Per-instance keypoint data:
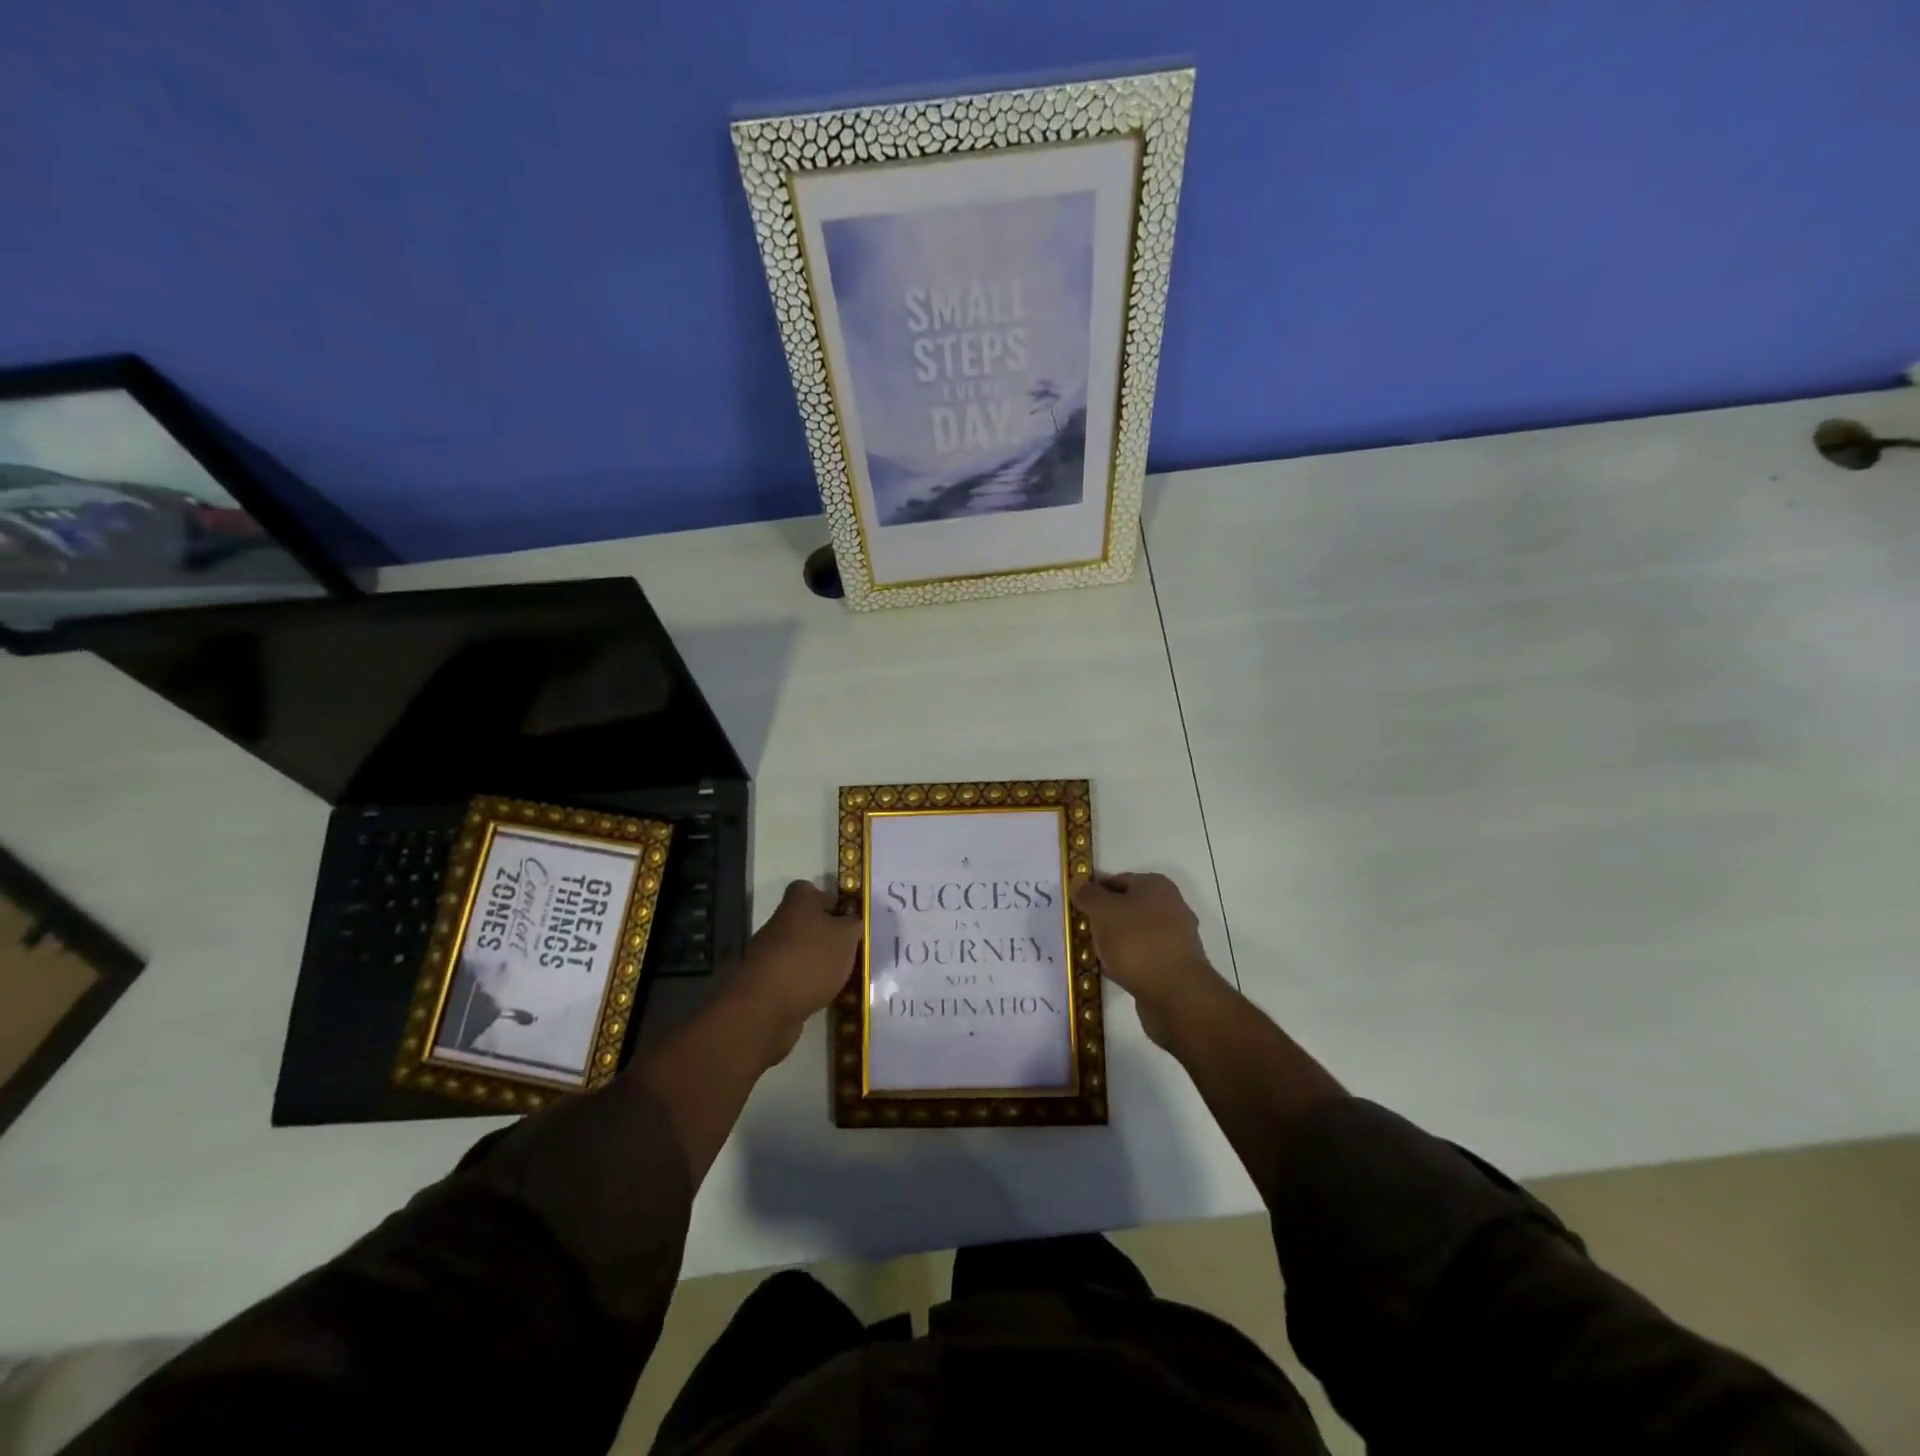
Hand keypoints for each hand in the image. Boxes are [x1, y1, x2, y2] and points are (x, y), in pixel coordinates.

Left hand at [733, 880, 862, 1062]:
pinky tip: (823, 997)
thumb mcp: (846, 937)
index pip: (809, 890)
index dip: (828, 900)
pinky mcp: (764, 984)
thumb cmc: (811, 959)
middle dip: (826, 936)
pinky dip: (806, 986)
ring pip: (799, 951)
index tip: (846, 918)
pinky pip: (792, 978)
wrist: (765, 1007)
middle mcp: (779, 923)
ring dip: (817, 963)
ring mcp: (768, 954)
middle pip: (805, 922)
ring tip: (841, 978)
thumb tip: (851, 922)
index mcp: (797, 903)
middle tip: (850, 951)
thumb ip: (853, 925)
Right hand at [1072, 872, 1229, 1048]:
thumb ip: (1088, 895)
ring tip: (1097, 954)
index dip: (1095, 892)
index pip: (1117, 880)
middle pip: (1128, 906)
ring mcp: (1177, 937)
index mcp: (1156, 885)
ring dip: (1117, 941)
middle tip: (1086, 931)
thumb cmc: (1136, 942)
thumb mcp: (1103, 911)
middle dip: (1106, 918)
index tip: (1077, 908)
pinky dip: (1130, 961)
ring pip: (1136, 932)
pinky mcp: (1177, 964)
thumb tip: (1079, 883)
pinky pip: (1145, 955)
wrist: (1176, 993)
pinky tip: (1116, 972)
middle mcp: (1172, 906)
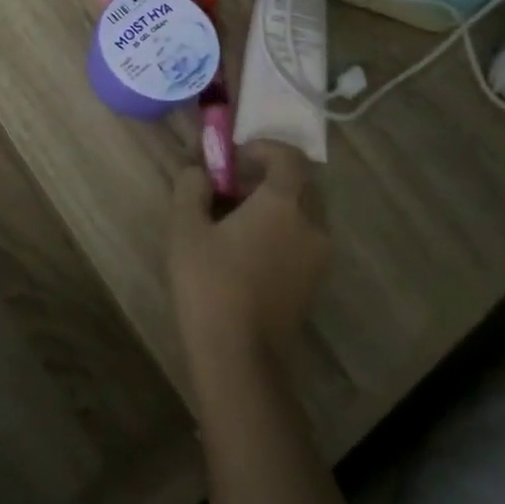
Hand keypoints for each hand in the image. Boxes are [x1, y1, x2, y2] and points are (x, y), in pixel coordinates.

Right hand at [167, 141, 329, 380]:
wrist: (239, 355)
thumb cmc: (209, 283)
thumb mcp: (185, 228)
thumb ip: (191, 188)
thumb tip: (199, 172)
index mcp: (284, 203)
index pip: (289, 156)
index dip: (262, 148)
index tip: (234, 159)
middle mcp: (312, 223)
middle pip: (301, 183)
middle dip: (269, 176)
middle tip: (232, 187)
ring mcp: (319, 255)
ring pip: (305, 212)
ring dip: (277, 204)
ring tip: (238, 220)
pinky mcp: (315, 282)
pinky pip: (305, 238)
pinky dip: (284, 230)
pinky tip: (250, 250)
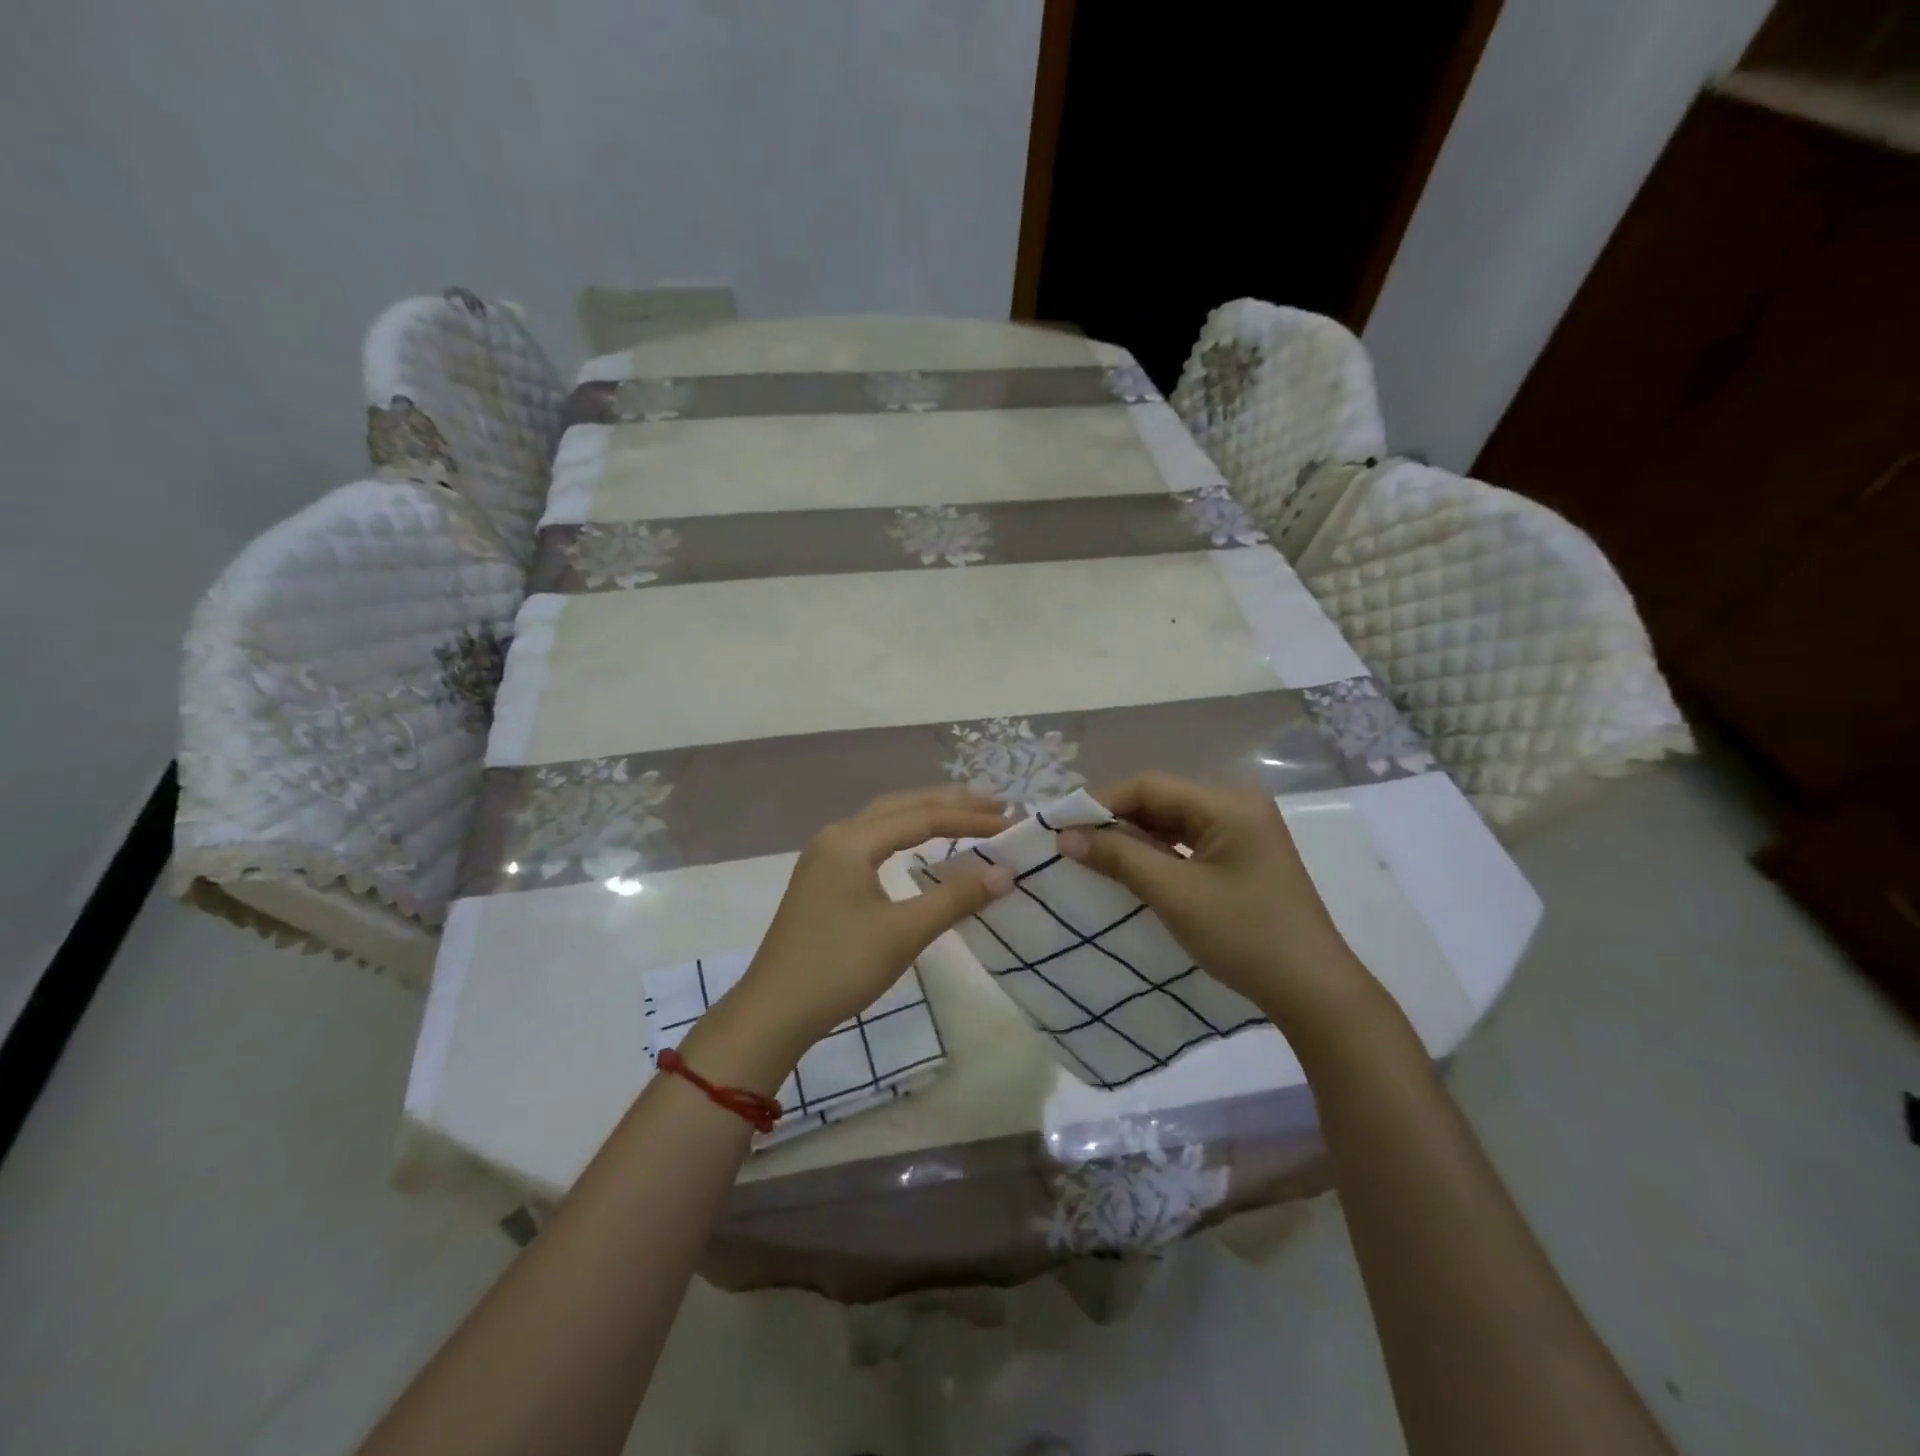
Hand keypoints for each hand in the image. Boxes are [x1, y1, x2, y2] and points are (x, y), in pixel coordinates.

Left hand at [720, 788, 1013, 1067]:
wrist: (774, 1011)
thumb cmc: (839, 967)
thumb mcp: (903, 933)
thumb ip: (955, 898)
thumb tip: (1005, 873)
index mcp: (852, 840)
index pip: (923, 817)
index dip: (970, 818)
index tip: (1011, 823)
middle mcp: (837, 836)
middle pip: (902, 806)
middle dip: (950, 803)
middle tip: (996, 804)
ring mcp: (826, 856)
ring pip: (885, 820)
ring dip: (927, 814)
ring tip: (967, 814)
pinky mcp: (824, 878)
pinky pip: (873, 840)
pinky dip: (906, 834)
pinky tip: (921, 844)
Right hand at [1057, 771, 1378, 1036]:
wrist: (1312, 991)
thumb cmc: (1244, 934)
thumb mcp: (1174, 893)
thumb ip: (1118, 857)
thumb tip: (1066, 836)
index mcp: (1228, 803)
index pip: (1150, 786)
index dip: (1102, 802)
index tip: (1062, 826)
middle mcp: (1237, 807)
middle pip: (1161, 801)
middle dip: (1115, 821)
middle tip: (1072, 844)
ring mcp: (1242, 833)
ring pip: (1172, 823)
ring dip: (1133, 839)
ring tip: (1091, 858)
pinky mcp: (1241, 858)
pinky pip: (1187, 844)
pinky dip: (1156, 855)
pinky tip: (1128, 871)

What to produce. Your answer must hold the line containing "thumb mcp: (1174, 893)" and all lines after it in the entries above, exactly, and nothing else.

Solution.
thumb mcp: (1174, 893)
thumb ip: (1118, 857)
thumb tip: (1066, 836)
index mcp: (1228, 803)
index pip: (1150, 786)
index dip: (1102, 802)
index tip: (1062, 826)
middle mcp: (1237, 807)
middle pip: (1161, 801)
middle dip: (1115, 821)
middle tip: (1072, 844)
ring mcp: (1242, 833)
ring pip: (1172, 823)
ring dip: (1133, 839)
ring tip: (1091, 858)
pinky mcp: (1241, 858)
pinky pip: (1187, 844)
pinky dip: (1156, 855)
pinky tip: (1128, 871)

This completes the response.